§ Assignment: Having read the records, set them all down exactly as they appear.

━━━ Records to use ━━━

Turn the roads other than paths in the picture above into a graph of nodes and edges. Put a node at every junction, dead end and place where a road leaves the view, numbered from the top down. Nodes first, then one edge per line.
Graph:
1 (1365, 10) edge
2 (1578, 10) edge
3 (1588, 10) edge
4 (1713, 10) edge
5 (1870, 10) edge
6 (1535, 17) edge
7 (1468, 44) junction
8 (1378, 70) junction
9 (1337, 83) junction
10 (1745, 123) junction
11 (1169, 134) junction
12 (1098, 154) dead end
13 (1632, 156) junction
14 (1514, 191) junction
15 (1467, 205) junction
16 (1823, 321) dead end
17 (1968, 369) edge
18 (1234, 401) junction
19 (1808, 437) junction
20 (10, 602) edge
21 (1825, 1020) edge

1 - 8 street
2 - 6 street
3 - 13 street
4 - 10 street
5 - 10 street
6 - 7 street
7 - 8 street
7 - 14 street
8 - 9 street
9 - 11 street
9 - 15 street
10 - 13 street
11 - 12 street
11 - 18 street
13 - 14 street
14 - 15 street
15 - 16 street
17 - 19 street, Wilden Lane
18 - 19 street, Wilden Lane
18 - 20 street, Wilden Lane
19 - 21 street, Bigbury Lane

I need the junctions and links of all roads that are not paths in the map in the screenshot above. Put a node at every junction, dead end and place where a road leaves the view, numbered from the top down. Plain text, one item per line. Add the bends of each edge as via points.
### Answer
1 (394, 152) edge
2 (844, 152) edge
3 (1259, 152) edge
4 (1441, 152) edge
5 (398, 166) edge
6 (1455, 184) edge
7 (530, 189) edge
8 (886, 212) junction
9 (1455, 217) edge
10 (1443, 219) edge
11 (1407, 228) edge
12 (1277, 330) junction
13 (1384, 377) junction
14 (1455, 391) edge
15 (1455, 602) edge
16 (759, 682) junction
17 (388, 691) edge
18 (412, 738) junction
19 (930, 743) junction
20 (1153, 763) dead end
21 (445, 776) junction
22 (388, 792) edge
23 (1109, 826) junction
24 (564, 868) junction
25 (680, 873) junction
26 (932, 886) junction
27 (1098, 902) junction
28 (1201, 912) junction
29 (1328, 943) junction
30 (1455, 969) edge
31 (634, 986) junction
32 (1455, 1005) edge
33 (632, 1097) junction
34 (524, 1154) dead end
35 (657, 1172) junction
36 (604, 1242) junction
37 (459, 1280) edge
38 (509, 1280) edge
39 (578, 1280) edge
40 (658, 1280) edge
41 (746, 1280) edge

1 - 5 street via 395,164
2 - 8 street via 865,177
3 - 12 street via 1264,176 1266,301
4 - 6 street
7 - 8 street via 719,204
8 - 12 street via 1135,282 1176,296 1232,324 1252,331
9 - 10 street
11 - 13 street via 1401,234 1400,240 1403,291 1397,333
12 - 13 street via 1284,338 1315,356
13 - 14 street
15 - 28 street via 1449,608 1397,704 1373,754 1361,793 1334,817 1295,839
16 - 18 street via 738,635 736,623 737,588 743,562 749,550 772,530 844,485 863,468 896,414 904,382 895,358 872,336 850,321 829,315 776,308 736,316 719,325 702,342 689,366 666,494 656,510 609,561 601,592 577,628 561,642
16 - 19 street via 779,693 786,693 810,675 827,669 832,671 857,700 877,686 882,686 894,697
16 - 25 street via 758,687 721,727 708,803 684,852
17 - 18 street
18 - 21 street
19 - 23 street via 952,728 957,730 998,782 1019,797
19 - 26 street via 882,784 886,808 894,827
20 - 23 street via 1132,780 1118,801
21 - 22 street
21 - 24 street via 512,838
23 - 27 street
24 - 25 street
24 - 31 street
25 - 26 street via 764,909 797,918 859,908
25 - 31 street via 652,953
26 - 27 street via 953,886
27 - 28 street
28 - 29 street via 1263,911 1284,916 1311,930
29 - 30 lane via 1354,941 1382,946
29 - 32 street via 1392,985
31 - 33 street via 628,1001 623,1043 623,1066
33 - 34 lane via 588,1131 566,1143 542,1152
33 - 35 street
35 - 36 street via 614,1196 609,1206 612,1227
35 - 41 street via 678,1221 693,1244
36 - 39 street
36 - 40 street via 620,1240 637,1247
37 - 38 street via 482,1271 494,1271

━━━

§ Result for this exercise:
Turn the roads other than paths in the picture above into a graph of nodes and edges. Put a node at every junction, dead end and place where a road leaves the view, numbered from the top down. Nodes first, then one edge per line.
Graph:
1 (1365, 10) edge
2 (1578, 10) edge
3 (1588, 10) edge
4 (1713, 10) edge
5 (1870, 10) edge
6 (1535, 17) edge
7 (1468, 44) junction
8 (1378, 70) junction
9 (1337, 83) junction
10 (1745, 123) junction
11 (1169, 134) junction
12 (1098, 154) dead end
13 (1632, 156) junction
14 (1514, 191) junction
15 (1467, 205) junction
16 (1823, 321) dead end
17 (1968, 369) edge
18 (1234, 401) junction
19 (1808, 437) junction
20 (10, 602) edge
21 (1825, 1020) edge

1 - 8 street
2 - 6 street
3 - 13 street
4 - 10 street
5 - 10 street
6 - 7 street
7 - 8 street
7 - 14 street
8 - 9 street
9 - 11 street
9 - 15 street
10 - 13 street
11 - 12 street
11 - 18 street
13 - 14 street
14 - 15 street
15 - 16 street
17 - 19 street, Wilden Lane
18 - 19 street, Wilden Lane
18 - 20 street, Wilden Lane
19 - 21 street, Bigbury Lane

I need the junctions and links of all roads that are not paths in the map in the screenshot above. Put a node at every junction, dead end and place where a road leaves the view, numbered from the top down. Plain text, one item per line. Add the bends of each edge as via points.
### Answer
1 (394, 152) edge
2 (844, 152) edge
3 (1259, 152) edge
4 (1441, 152) edge
5 (398, 166) edge
6 (1455, 184) edge
7 (530, 189) edge
8 (886, 212) junction
9 (1455, 217) edge
10 (1443, 219) edge
11 (1407, 228) edge
12 (1277, 330) junction
13 (1384, 377) junction
14 (1455, 391) edge
15 (1455, 602) edge
16 (759, 682) junction
17 (388, 691) edge
18 (412, 738) junction
19 (930, 743) junction
20 (1153, 763) dead end
21 (445, 776) junction
22 (388, 792) edge
23 (1109, 826) junction
24 (564, 868) junction
25 (680, 873) junction
26 (932, 886) junction
27 (1098, 902) junction
28 (1201, 912) junction
29 (1328, 943) junction
30 (1455, 969) edge
31 (634, 986) junction
32 (1455, 1005) edge
33 (632, 1097) junction
34 (524, 1154) dead end
35 (657, 1172) junction
36 (604, 1242) junction
37 (459, 1280) edge
38 (509, 1280) edge
39 (578, 1280) edge
40 (658, 1280) edge
41 (746, 1280) edge

1 - 5 street via 395,164
2 - 8 street via 865,177
3 - 12 street via 1264,176 1266,301
4 - 6 street
7 - 8 street via 719,204
8 - 12 street via 1135,282 1176,296 1232,324 1252,331
9 - 10 street
11 - 13 street via 1401,234 1400,240 1403,291 1397,333
12 - 13 street via 1284,338 1315,356
13 - 14 street
15 - 28 street via 1449,608 1397,704 1373,754 1361,793 1334,817 1295,839
16 - 18 street via 738,635 736,623 737,588 743,562 749,550 772,530 844,485 863,468 896,414 904,382 895,358 872,336 850,321 829,315 776,308 736,316 719,325 702,342 689,366 666,494 656,510 609,561 601,592 577,628 561,642
16 - 19 street via 779,693 786,693 810,675 827,669 832,671 857,700 877,686 882,686 894,697
16 - 25 street via 758,687 721,727 708,803 684,852
17 - 18 street
18 - 21 street
19 - 23 street via 952,728 957,730 998,782 1019,797
19 - 26 street via 882,784 886,808 894,827
20 - 23 street via 1132,780 1118,801
21 - 22 street
21 - 24 street via 512,838
23 - 27 street
24 - 25 street
24 - 31 street
25 - 26 street via 764,909 797,918 859,908
25 - 31 street via 652,953
26 - 27 street via 953,886
27 - 28 street
28 - 29 street via 1263,911 1284,916 1311,930
29 - 30 lane via 1354,941 1382,946
29 - 32 street via 1392,985
31 - 33 street via 628,1001 623,1043 623,1066
33 - 34 lane via 588,1131 566,1143 542,1152
33 - 35 street
35 - 36 street via 614,1196 609,1206 612,1227
35 - 41 street via 678,1221 693,1244
36 - 39 street
36 - 40 street via 620,1240 637,1247
37 - 38 street via 482,1271 494,1271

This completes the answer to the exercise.